What is Dynamically Controlled Environment Agriculture (DCEA)?

Combining mechanistic models with machine learning for advanced dynamic control in CEA.

Agriculture practices often include inefficiencies imprecise input control, which has caused severe consequences to the environment. Controlled environment agriculture (CEA) could be a potential solution to mitigate the impacts of agriculture, with a tighter control of all inputs. Presently, however, current CEA practices are not always dynamically controlled. The integration of machine learning and mechanistic modelling with biofeedback into hybrid, modular models could facilitate a transition to a more dynamically controlled environment for agriculture (DCEA).

A recent paper by Abigail Rae Cohen, discusses the several pathways to hybridisation using modern sensing, latent state monitoring, and technological interventions to optimise cultivation and efficient use of resources. This integration will require collaboration between researchers with physiological and mechanistic understanding and professionals with phenotyping and sensing expertise. Through these types of collaborations, it is our hope that we can generate robust, scalable, and efficient prediction and control models for sustainable produce cultivation.

UKUAT has brought together the author of the paper, Abigail Rae Cohen, and Tony Pridmore, Professor of Computer Science at the University of Nottingham, to talk about this exciting idea of DCEA and how this could be brought to life.

At the end of the panel discussion, the panellists will answer questions from the audience.

About the speakers:

Abigail Rae Cohen

Abi is a researcher and entrepreneur that has worked in sustainable AgriTech for over 15 years. She’s started multiple ventures and received funding from the Gates Foundation to merge waste and agriculture in rural Kenya in 2011. Her work in hydroponics automation was featured in the PFSK in 2013. In 2019, Abi won the Ideas 2 Serve competition at Georgia Tech’s Scheller College of Business exploring entrepreneurial opportunities at the sanitation-water-food nexus. Now a PhD student in Environmental Engineering, Abi’s research focuses on circular food systems design and implementation with a focus on upcycling human-derived nutrients to create closed-loop sanitation and agriculture systems. 

In an effort to create these sustainable, circular food-waste-food loops, Abi’s focus involves the integration of machine learning and mechanistic modelling with biofeedback to create hybrid, modular predictive models that can facilitate a transition to a more dynamically controlled environment for agriculture.
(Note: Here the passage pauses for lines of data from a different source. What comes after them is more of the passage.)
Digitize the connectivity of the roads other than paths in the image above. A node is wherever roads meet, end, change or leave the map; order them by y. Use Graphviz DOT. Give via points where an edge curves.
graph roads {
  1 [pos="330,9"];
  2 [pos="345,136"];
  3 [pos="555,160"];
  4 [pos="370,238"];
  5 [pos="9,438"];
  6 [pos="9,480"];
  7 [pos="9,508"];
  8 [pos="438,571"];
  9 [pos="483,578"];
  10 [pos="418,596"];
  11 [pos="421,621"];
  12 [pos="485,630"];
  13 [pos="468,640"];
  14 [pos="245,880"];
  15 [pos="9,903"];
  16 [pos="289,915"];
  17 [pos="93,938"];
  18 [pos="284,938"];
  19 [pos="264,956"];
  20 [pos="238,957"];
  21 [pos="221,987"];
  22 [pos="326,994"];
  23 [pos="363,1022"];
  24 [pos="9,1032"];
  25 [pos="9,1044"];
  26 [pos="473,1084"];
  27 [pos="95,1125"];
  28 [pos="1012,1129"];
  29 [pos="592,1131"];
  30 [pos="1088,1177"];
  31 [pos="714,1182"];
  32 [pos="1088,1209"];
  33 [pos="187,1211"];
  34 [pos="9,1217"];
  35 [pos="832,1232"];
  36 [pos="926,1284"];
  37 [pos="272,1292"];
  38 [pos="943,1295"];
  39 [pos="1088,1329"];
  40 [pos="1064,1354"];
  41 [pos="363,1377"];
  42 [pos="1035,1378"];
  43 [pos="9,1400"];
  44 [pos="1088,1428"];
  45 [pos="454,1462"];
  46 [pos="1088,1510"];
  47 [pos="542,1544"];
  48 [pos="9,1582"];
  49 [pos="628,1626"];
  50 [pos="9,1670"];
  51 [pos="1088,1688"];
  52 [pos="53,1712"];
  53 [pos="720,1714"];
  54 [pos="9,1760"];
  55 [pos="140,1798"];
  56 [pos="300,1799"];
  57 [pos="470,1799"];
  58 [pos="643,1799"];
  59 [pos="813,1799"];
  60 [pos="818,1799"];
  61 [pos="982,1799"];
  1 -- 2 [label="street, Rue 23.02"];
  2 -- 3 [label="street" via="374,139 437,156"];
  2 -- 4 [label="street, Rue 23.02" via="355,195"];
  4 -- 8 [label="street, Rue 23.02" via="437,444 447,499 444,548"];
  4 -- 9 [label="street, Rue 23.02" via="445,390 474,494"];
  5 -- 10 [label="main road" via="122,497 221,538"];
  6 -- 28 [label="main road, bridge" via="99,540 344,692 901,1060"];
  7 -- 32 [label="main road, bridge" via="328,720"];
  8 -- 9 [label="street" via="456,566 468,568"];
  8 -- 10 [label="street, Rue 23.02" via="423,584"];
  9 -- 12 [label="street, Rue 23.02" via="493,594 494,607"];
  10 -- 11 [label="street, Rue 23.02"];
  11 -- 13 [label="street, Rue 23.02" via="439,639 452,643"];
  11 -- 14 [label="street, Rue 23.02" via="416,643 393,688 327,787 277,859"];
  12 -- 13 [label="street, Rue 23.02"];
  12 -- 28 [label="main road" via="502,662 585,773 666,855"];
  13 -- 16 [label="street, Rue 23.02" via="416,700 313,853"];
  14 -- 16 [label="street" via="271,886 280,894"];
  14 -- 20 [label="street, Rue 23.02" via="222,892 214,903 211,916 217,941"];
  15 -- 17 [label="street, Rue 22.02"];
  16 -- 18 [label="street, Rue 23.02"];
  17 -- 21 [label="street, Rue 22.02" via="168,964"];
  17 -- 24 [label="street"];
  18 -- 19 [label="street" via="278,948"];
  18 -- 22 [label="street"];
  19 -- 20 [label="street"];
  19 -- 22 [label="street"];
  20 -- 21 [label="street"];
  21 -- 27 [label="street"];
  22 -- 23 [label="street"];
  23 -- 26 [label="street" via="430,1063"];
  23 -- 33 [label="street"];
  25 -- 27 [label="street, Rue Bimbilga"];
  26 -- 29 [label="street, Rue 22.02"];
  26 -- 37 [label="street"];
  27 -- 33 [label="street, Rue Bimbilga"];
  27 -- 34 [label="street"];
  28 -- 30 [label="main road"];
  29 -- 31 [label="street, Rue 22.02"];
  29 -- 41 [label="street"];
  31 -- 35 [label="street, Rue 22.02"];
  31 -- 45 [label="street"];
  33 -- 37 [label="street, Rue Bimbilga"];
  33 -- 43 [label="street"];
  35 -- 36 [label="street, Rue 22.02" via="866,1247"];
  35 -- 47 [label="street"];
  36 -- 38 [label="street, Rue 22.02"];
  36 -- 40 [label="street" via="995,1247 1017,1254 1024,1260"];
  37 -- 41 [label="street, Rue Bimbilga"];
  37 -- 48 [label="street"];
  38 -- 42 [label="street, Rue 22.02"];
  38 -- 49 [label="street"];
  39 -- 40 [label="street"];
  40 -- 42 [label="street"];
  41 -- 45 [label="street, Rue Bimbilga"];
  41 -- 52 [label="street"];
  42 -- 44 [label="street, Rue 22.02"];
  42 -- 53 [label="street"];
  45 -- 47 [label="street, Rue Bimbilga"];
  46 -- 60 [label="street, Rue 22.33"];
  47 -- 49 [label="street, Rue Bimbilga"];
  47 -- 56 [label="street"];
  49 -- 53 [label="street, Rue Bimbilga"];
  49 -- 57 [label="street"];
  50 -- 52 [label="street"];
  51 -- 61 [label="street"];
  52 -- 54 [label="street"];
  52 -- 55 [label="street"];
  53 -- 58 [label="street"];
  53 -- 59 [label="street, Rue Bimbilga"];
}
Her research outlines several pathways to hybridization using modern sensing, latent state monitoring, and technological interventions to optimize cultivation and efficient use of resources.

Prof Tony Pridmore

Tony Pridmore is Professor of Computer Science at the University of Nottingham, where he is Director of Research and leads the Computer Vision Laboratory. His research interests centre on the development of image-based plant phenomics technologies and, increasingly, the creation and operation of large-scale phenotyping infrastructures.

Tony is co-Founder of and serves on the Management Board of the Hounsfield Facility, a unique installation providing automated extraction of 3D structural descriptions of plants from X-ray data. He is a member of the Imaging and Image Analysis Working Group of the International Plant Phenotyping Network and the International Scientific Advisory Committees of the University of Saskatchewan’s Plant Phenotyping and Imaging Research Centre (P2IRC) and the German PhenoRob Cluster of Excellence.

Tony Pridmore is Associate Editor of Plant Phenomics and Director of the UKRI Technology Touching Life Network PhenomUK.